Transcribe the records below exactly, leaving out any pictures.

• Stored data entries:

---

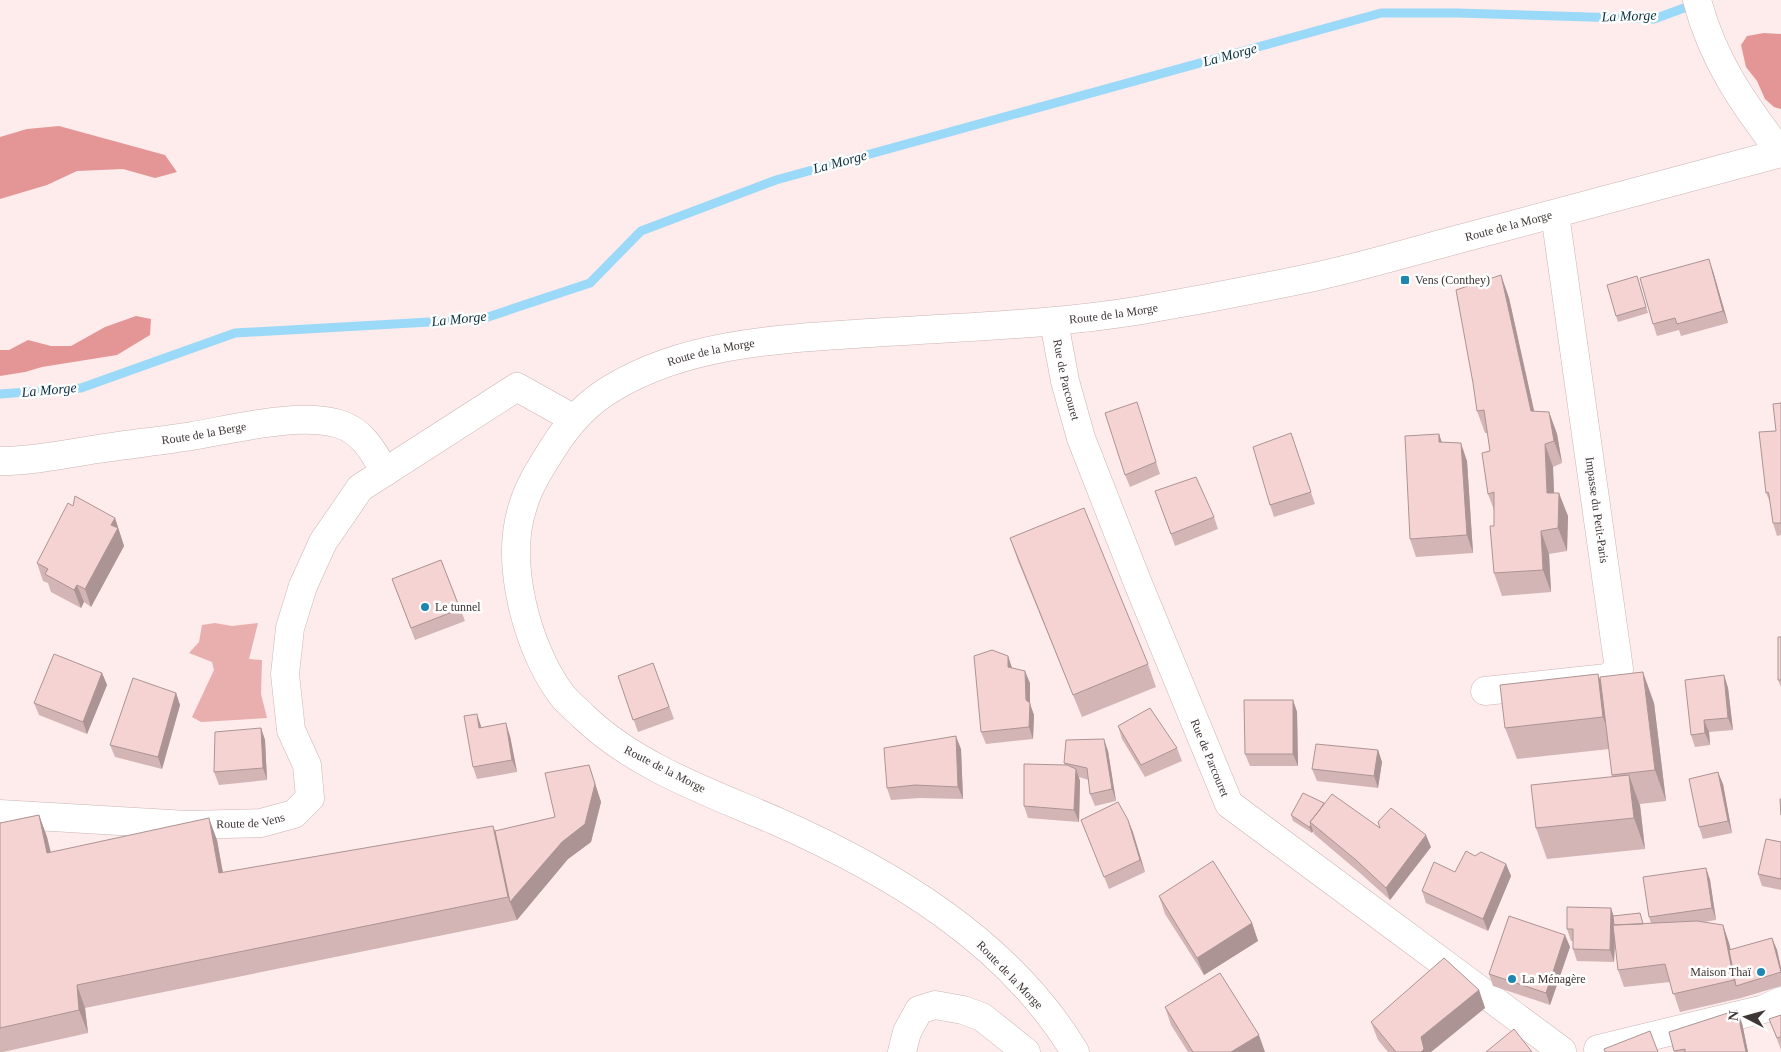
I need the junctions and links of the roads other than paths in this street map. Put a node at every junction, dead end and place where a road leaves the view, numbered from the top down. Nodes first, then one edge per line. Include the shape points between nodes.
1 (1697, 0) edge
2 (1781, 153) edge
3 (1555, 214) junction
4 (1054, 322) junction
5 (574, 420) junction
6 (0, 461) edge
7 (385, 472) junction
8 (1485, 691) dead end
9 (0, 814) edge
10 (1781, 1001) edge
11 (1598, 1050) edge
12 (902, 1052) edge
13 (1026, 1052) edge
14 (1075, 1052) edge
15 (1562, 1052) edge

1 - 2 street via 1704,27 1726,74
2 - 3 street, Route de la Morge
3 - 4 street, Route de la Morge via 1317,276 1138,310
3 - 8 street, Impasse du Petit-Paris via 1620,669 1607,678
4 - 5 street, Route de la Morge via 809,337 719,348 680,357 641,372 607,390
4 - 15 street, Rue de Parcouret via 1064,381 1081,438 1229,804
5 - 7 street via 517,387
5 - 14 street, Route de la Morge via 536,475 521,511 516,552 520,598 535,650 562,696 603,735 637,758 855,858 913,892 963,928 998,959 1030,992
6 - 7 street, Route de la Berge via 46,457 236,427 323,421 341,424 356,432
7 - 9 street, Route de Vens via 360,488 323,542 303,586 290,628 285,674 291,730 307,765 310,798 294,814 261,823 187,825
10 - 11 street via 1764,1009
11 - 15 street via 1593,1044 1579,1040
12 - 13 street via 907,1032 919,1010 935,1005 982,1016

---

• SOLUTION TO THIS PROBLEM:
I need the junctions and links of the roads other than paths in this street map. Put a node at every junction, dead end and place where a road leaves the view, numbered from the top down. Nodes first, then one edge per line. Include the shape points between nodes.
1 (1697, 0) edge
2 (1781, 153) edge
3 (1555, 214) junction
4 (1054, 322) junction
5 (574, 420) junction
6 (0, 461) edge
7 (385, 472) junction
8 (1485, 691) dead end
9 (0, 814) edge
10 (1781, 1001) edge
11 (1598, 1050) edge
12 (902, 1052) edge
13 (1026, 1052) edge
14 (1075, 1052) edge
15 (1562, 1052) edge

1 - 2 street via 1704,27 1726,74
2 - 3 street, Route de la Morge
3 - 4 street, Route de la Morge via 1317,276 1138,310
3 - 8 street, Impasse du Petit-Paris via 1620,669 1607,678
4 - 5 street, Route de la Morge via 809,337 719,348 680,357 641,372 607,390
4 - 15 street, Rue de Parcouret via 1064,381 1081,438 1229,804
5 - 7 street via 517,387
5 - 14 street, Route de la Morge via 536,475 521,511 516,552 520,598 535,650 562,696 603,735 637,758 855,858 913,892 963,928 998,959 1030,992
6 - 7 street, Route de la Berge via 46,457 236,427 323,421 341,424 356,432
7 - 9 street, Route de Vens via 360,488 323,542 303,586 290,628 285,674 291,730 307,765 310,798 294,814 261,823 187,825
10 - 11 street via 1764,1009
11 - 15 street via 1593,1044 1579,1040
12 - 13 street via 907,1032 919,1010 935,1005 982,1016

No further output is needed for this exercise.